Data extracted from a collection
>>>
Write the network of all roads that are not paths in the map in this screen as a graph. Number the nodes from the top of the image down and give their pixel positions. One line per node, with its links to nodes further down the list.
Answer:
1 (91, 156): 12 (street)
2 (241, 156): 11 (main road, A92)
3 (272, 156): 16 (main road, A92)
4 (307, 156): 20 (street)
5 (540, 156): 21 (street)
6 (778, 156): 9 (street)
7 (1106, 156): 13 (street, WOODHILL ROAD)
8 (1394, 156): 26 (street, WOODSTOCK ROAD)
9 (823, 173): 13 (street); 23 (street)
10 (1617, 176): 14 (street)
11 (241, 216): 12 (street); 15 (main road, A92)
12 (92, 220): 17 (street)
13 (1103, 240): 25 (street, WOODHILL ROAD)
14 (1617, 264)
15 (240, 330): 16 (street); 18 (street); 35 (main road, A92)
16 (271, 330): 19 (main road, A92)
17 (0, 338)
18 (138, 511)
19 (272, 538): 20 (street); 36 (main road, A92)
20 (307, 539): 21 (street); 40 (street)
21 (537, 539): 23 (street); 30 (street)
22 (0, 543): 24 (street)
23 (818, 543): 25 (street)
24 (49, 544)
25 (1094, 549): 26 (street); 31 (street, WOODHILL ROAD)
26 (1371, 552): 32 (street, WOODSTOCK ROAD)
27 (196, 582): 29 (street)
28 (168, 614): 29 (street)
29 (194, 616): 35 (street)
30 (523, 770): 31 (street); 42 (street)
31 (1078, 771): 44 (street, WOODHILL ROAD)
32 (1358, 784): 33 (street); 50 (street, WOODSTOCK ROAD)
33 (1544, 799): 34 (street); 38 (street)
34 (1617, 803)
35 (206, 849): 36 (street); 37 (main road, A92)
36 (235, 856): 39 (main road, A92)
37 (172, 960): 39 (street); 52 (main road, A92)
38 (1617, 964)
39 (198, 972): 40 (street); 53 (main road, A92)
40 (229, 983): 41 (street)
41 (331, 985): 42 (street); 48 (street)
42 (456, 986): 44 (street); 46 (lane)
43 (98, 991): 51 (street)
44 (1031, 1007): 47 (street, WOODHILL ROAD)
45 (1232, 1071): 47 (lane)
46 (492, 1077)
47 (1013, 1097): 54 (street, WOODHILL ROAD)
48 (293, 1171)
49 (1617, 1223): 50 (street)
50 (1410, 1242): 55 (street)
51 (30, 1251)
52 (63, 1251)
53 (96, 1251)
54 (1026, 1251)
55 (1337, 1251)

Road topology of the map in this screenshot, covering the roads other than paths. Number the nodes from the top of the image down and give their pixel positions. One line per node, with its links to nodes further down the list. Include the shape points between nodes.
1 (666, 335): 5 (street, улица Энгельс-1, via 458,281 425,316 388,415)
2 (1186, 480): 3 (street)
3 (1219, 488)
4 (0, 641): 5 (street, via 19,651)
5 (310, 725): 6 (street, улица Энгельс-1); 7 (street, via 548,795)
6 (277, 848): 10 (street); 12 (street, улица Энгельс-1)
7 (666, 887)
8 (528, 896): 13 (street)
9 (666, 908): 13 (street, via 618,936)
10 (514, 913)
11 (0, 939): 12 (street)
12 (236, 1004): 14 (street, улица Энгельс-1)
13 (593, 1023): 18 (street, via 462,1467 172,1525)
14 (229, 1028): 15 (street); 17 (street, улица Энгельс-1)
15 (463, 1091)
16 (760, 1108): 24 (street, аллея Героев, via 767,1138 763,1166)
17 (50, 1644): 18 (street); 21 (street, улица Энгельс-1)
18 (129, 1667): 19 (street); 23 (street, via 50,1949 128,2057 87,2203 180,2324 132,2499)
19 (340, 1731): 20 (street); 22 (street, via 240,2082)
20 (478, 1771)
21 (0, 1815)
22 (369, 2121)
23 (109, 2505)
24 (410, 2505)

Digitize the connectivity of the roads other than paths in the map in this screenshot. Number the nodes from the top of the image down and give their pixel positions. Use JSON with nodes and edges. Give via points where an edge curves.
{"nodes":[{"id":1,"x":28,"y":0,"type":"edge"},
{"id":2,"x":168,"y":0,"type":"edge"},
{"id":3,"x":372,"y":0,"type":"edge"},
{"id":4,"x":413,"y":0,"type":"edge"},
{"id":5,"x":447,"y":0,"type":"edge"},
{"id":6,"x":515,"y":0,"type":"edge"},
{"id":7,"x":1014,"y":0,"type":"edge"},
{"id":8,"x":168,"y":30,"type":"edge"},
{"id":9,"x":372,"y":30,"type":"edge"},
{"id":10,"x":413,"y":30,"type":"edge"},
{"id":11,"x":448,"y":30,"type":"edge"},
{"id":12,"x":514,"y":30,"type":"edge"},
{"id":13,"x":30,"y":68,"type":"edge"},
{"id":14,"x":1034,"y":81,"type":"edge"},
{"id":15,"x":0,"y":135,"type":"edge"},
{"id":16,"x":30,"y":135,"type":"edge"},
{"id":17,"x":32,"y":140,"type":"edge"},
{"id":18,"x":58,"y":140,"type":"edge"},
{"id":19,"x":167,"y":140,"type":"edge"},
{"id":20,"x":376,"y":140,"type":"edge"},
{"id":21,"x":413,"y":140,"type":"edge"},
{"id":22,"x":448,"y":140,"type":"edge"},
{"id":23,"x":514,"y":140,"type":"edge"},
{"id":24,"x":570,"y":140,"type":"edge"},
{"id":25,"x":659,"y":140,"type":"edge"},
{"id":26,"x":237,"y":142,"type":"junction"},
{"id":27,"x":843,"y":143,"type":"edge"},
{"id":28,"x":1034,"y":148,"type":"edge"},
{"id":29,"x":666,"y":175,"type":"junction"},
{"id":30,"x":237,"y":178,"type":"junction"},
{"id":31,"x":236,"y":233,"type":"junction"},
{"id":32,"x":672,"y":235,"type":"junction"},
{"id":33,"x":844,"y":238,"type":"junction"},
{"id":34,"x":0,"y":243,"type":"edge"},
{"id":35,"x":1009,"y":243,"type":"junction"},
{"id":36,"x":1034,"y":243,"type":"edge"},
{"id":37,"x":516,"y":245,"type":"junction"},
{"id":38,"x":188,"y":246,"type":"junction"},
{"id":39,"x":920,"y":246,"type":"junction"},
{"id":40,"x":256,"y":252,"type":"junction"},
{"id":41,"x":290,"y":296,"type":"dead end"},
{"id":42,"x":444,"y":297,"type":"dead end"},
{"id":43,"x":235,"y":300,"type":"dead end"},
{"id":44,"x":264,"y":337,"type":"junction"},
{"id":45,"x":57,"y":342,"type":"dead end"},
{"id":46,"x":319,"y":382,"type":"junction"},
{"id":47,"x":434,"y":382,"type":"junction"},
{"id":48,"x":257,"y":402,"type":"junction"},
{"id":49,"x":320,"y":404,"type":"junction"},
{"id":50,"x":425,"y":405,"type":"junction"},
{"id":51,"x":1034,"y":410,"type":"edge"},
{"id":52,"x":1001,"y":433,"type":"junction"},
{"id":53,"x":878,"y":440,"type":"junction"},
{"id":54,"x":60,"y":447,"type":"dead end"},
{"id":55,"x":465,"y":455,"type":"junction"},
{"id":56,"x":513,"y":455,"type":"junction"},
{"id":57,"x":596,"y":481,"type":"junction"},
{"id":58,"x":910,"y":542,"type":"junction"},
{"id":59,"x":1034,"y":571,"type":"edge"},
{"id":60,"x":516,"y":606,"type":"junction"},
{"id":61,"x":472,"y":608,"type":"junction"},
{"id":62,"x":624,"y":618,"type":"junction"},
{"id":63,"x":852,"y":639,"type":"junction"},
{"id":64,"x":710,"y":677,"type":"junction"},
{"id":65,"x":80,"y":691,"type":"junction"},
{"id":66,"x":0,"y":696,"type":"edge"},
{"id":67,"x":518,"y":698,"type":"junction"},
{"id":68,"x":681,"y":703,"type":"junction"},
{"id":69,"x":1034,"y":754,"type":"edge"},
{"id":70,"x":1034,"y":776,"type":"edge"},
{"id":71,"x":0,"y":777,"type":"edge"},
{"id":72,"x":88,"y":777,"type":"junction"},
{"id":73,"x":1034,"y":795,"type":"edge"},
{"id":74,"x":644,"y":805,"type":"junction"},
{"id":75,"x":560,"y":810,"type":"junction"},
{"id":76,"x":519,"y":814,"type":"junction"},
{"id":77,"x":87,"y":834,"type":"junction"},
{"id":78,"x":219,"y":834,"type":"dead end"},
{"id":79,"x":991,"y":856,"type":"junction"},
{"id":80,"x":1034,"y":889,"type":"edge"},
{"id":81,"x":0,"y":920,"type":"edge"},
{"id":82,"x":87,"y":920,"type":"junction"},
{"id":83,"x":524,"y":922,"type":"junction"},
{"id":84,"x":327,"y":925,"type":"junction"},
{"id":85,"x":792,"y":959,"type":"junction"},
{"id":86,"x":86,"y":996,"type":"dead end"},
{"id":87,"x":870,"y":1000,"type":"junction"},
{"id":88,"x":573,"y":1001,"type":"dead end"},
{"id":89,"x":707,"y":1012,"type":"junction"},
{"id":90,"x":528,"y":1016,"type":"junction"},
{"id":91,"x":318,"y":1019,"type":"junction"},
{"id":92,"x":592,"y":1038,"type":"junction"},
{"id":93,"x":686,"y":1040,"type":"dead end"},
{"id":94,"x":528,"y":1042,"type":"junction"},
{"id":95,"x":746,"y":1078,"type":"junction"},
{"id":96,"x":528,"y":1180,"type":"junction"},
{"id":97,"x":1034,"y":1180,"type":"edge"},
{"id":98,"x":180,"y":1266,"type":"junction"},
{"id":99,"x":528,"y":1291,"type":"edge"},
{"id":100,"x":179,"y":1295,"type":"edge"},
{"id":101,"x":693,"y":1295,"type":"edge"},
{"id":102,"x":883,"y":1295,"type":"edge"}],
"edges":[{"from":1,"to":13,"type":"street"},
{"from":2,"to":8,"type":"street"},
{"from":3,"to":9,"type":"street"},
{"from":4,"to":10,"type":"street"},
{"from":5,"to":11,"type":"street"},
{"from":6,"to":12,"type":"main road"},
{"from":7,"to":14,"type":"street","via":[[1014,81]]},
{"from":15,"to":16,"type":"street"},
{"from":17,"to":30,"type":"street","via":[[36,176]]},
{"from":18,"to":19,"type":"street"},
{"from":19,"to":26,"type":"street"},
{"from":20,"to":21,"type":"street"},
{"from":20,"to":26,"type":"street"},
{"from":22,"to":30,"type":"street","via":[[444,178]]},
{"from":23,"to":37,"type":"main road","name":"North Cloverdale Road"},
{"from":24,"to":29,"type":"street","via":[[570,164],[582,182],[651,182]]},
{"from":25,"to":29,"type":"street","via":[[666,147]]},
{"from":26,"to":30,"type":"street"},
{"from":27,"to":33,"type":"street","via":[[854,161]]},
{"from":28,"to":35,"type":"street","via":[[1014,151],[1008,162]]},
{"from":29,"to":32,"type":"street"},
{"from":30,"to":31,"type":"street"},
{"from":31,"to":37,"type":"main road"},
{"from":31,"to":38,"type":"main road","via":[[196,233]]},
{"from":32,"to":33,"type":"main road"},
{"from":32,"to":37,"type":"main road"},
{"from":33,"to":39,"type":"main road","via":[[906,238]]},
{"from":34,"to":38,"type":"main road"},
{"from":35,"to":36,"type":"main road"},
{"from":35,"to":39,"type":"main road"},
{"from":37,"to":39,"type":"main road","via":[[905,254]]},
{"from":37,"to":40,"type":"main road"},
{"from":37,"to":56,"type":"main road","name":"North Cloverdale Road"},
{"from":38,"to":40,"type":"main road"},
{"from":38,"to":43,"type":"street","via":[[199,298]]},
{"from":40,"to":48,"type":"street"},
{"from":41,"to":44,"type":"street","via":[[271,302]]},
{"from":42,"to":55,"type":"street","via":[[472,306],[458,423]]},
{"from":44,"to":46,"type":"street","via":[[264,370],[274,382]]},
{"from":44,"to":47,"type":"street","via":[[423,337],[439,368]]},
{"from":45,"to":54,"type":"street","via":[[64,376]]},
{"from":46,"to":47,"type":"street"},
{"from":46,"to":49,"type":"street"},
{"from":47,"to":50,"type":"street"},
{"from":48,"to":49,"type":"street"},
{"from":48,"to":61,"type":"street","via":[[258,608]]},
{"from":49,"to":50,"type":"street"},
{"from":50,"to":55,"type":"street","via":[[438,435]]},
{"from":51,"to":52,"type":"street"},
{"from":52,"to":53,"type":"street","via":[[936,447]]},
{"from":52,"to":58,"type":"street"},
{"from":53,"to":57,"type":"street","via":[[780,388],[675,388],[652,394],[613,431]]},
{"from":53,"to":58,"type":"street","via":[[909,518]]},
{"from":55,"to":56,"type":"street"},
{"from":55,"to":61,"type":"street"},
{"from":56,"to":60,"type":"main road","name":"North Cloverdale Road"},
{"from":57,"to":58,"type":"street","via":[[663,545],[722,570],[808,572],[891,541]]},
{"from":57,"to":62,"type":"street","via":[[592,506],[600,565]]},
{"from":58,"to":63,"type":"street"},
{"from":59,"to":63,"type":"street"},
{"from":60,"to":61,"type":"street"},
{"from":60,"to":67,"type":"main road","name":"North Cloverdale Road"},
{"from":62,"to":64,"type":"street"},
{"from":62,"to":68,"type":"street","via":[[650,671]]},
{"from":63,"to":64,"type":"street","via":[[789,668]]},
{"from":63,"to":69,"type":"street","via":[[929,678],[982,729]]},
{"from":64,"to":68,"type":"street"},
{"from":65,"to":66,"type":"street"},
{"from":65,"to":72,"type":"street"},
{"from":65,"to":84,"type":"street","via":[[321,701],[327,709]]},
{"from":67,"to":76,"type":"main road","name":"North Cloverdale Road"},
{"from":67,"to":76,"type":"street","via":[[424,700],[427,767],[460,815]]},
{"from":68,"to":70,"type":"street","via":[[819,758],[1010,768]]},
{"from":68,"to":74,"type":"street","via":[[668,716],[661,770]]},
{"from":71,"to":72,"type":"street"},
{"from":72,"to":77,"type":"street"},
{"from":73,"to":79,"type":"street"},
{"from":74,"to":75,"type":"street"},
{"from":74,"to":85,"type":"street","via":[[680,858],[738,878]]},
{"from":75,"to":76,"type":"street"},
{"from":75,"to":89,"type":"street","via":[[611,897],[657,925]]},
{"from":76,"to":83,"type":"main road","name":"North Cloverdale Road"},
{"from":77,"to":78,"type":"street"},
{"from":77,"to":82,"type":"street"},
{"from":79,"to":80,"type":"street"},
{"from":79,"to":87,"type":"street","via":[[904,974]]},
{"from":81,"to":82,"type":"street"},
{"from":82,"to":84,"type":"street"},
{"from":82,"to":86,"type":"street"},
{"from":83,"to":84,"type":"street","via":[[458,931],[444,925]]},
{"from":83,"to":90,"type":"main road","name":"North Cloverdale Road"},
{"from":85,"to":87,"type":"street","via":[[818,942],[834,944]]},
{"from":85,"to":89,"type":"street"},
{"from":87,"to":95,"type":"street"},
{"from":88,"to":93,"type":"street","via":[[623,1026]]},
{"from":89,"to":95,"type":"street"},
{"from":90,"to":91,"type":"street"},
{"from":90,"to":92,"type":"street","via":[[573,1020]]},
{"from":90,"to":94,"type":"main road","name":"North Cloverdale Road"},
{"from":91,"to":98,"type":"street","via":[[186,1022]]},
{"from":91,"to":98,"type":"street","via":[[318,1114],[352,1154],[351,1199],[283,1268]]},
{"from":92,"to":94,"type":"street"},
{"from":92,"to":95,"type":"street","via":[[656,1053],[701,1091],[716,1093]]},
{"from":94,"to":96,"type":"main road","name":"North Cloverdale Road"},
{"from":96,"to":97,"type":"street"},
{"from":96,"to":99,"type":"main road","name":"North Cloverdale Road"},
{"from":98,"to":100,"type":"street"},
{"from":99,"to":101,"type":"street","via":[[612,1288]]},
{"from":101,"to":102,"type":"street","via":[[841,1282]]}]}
<<<
REQUIRED ACTION
Pull out all lines in the data above that include "edges".

EXERCISE ANSWER
Digitize the connectivity of the roads other than paths in the map in this screenshot. Number the nodes from the top of the image down and give their pixel positions. Use JSON with nodes and edges. Give via points where an edge curves.
"edges":[{"from":1,"to":13,"type":"street"},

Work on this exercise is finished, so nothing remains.